**Task brief**
State, as a number alone, how many lines of the data contain the string "SEIN".

**Task input**
● ● ● ●
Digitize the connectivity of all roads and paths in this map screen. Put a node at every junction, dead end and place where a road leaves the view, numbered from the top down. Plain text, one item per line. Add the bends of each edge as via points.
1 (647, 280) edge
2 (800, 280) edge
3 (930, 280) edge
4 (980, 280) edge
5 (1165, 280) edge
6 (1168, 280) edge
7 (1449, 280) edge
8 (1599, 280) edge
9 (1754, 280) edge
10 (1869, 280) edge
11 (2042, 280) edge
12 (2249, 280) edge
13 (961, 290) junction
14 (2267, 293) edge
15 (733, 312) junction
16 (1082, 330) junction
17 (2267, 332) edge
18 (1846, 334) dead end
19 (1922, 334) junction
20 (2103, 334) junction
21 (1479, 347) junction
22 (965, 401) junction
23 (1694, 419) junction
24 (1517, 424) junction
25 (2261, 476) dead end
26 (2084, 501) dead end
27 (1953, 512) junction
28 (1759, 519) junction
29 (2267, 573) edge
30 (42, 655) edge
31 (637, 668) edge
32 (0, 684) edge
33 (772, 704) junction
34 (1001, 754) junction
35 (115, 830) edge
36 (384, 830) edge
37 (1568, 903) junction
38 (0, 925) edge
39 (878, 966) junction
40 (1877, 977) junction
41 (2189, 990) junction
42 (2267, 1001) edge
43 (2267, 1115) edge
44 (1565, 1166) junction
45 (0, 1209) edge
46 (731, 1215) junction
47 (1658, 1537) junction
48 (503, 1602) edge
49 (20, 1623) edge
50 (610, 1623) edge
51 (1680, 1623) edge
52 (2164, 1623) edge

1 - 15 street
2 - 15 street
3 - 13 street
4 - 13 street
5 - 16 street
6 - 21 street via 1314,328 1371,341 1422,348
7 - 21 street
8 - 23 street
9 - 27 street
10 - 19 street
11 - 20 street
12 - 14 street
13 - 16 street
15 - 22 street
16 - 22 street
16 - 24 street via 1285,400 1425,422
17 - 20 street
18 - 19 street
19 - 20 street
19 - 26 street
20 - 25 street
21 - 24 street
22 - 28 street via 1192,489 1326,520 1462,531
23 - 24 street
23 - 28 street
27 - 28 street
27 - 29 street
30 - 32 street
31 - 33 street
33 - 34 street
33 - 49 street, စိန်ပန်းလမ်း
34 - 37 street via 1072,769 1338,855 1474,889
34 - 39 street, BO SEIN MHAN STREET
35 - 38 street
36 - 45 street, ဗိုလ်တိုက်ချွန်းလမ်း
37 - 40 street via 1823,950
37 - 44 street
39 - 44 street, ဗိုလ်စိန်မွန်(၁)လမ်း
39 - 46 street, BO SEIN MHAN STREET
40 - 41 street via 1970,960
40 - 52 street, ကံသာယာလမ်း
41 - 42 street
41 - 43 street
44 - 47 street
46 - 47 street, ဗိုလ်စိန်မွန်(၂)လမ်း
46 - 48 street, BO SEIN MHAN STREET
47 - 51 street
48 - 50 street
● ● ● ●
**Written solution**
3